Given records START
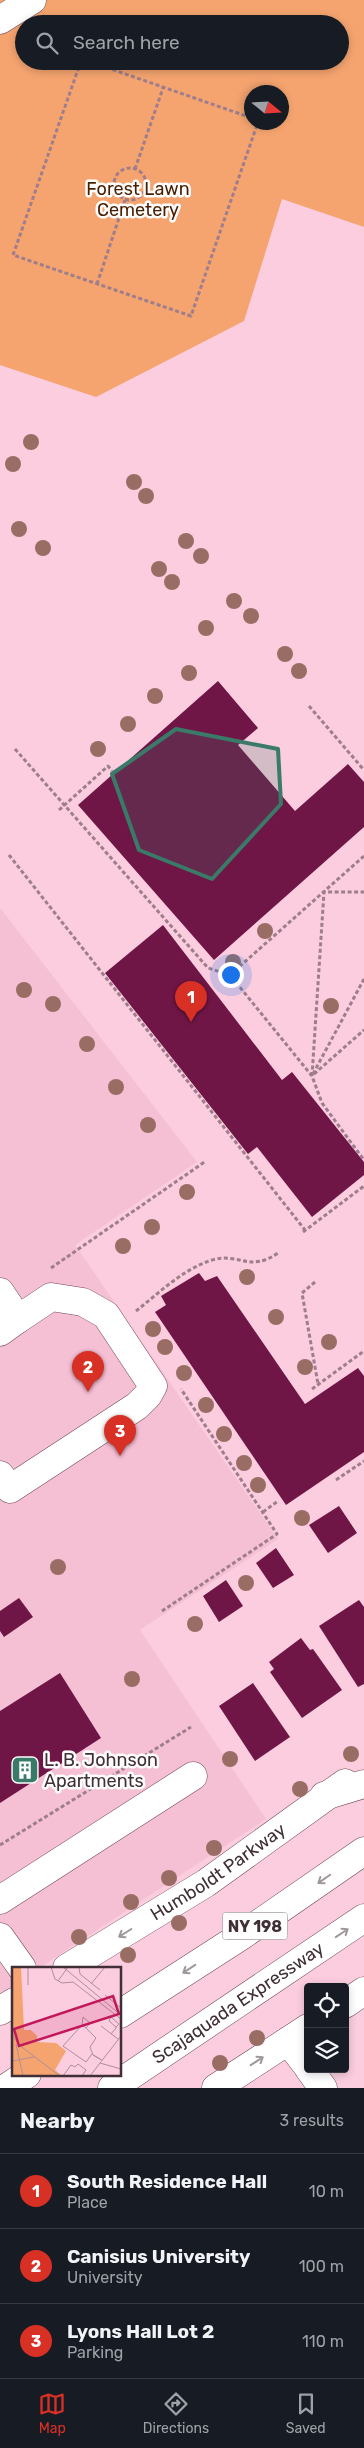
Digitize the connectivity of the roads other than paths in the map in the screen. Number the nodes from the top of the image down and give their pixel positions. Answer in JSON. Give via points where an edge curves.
{"nodes":[{"id":1,"x":32,"y":0,"type":"edge"},
{"id":2,"x":0,"y":20,"type":"edge"},
{"id":3,"x":0,"y":1292,"type":"edge"},
{"id":4,"x":9,"y":1326,"type":"edge"},
{"id":5,"x":0,"y":1475,"type":"edge"},
{"id":6,"x":364,"y":1771,"type":"edge"},
{"id":7,"x":193,"y":1776,"type":"dead end"},
{"id":8,"x":364,"y":1784,"type":"edge"},
{"id":9,"x":324,"y":1796,"type":"junction"},
{"id":10,"x":364,"y":1851,"type":"edge"},
{"id":11,"x":0,"y":1900,"type":"edge"},
{"id":12,"x":364,"y":1918,"type":"edge"},
{"id":13,"x":0,"y":1937,"type":"edge"},
{"id":14,"x":21,"y":1967,"type":"edge"},
{"id":15,"x":69,"y":1967,"type":"edge"},
{"id":16,"x":364,"y":1991,"type":"edge"},
{"id":17,"x":349,"y":2001,"type":"edge"},
{"id":18,"x":12,"y":2003,"type":"edge"},
{"id":19,"x":0,"y":2011,"type":"edge"},
{"id":20,"x":121,"y":2013,"type":"edge"},
{"id":21,"x":298,"y":2034,"type":"edge"},
{"id":22,"x":304,"y":2053,"type":"edge"},
{"id":23,"x":312,"y":2073,"type":"edge"},
{"id":24,"x":24,"y":2076,"type":"edge"},
{"id":25,"x":6,"y":2088,"type":"edge"},
{"id":26,"x":112,"y":2088,"type":"edge"},
{"id":27,"x":216,"y":2088,"type":"edge"},
{"id":28,"x":322,"y":2088,"type":"edge"}],
"edges":[{"from":1,"to":2,"type":"main road"},
{"from":3,"to":4,"type":"main road"},
{"from":4,"to":5,"type":"main road","via":[[51,1297],[83,1302],[106,1315],[153,1386],[137,1406],[10,1489]]},
{"from":6,"to":9,"type":"main road","name":"Humboldt Parkway"},
{"from":7,"to":11,"type":"main road"},
{"from":8,"to":9,"type":"main road"},
{"from":9,"to":15,"type":"main road","name":"Humboldt Parkway","one_way":true,"via":[[206,1883]]},
{"from":10,"to":20,"type":"main road","number":"NY 198","one_way":true},
{"from":26,"to":12,"type":"main road","name":"Scajaquada Expressway","number":"NY 198","one_way":true},
{"from":13,"to":14,"type":"main road"},
{"from":16,"to":17,"type":"main road"},
{"from":18,"to":19,"type":"main road"},
{"from":21,"to":22,"type":"main road"},
{"from":27,"to":21,"type":"main road","one_way":true},
{"from":23,"to":28,"type":"main road"},
{"from":24,"to":25,"type":"main road"}]}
Given records END
◆ **Your goal**:
Only the number is wanted here. Please work out how many lines of the records contain "Humboldt".

◆ **Response**:
2